Around 60,000 workers in China could lose their jobs if the United Kingdom leaves the European Union without a deal in March, according to a new study published on Monday by researchers at the IWH Institute in Germany.

The latest research on the impact of a no-deal Brexit found that 600,000 jobs across the globe would be at risk. The study focused on trade in goods and services, and examined a hypothetical scenario where UK imports from other countries fell 25% after it left the EU.

The exact framework for Britain's departure has yet to be decided, even though the legally binding exit date of March 29 is just over six weeks away. Prime Minister Theresa May did put forward a proposed deal to parliament in January after painstaking negotiations in Brussels, but it was voted down and the uncertainty continues.

The probability of the UK crashing out of the EU without a deal remains high and the study's co-author Oliver Holtemoeller said in a statement accompanying the research that a "hard" departure could cause havoc for supply chains as new tariffs would be imposed at the border.

Economists at the IWH institute in Halle, Germany looked solely at trade and did not consider how an acrimonious divorce could impact the economy in other ways, such as potential changes to investment flows. The study noted that the damage will not be limited to the EU either as "markets are linked up across the globe."

China is set to bear the brunt of the damage in Asia where 60,000 workers could see some form of job upheaval, though the economists said those affected may not necessarily be laid off. The study noted: "Given the lack of skilled labour in many advanced economies, firms could also try to keep staff on by cutting hours or opening new markets."

A no-deal Brexit would also impact 3,000 people in Japan. Meanwhile, Germany, which is Europe's largest economy, will be most affected as more than 100,000 jobs would be under threat and a further 50,000 could be impacted in France. Within the 27 member EU countries, enterprises that directly export to the UK would be particularly exposed to a no-deal exit.

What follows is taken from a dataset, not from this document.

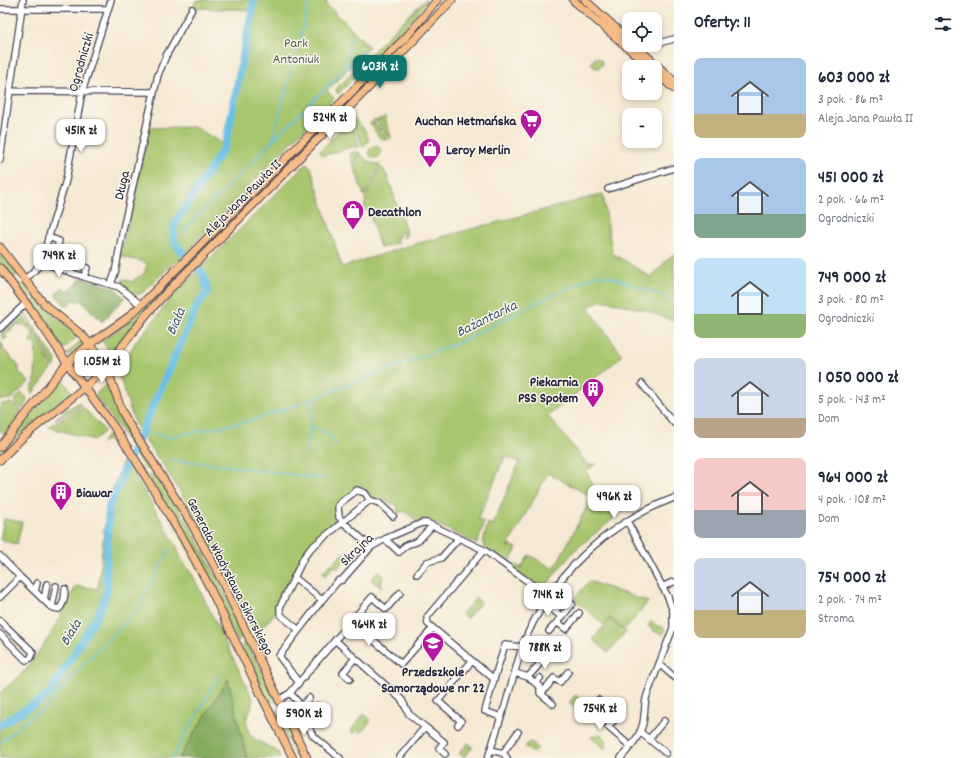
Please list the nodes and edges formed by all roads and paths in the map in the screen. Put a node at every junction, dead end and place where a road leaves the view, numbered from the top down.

The uncertainty of Brexit appears to be undermining Britain’s economy already after new data released by the government on Monday showed it expanded at the slowest rate since 2012 last year. The dearth of any official agreements has put businesses on edge in the run-up to the withdrawal date and the figures show Britain's traditionally dominant services sector slumped in January.

"The economy is clearly struggling in the first quarter of 2019 amid serious business and consumer caution resulting from heightened Brexit uncertainties while weaker global growth is also impacting," EY ITEM Club chief economic advisor, Howard Archer said in a note. 

The Office for National Statistics also said on Monday that gross domestic product growth had cooled from 1.8% in 2017 to 1.4% last year and that growth only managed to hit 0.2% during the final quarter of last year. It added that construction, production and services saw the first broad-based fall on a monthly basis in more than six years.

However, Markets.com market analyst, Neil Wilson believes the slowdown was not solely the fault of Brexit. He said: "Sterling was knocked off course again as a weak GDP print confirmed the slowdown in the economy. We must caution against blaming all on Brexit - global cooling is having the biggest dampening effect on all major economies at present - although we must note that (UK) business investment is collapsing."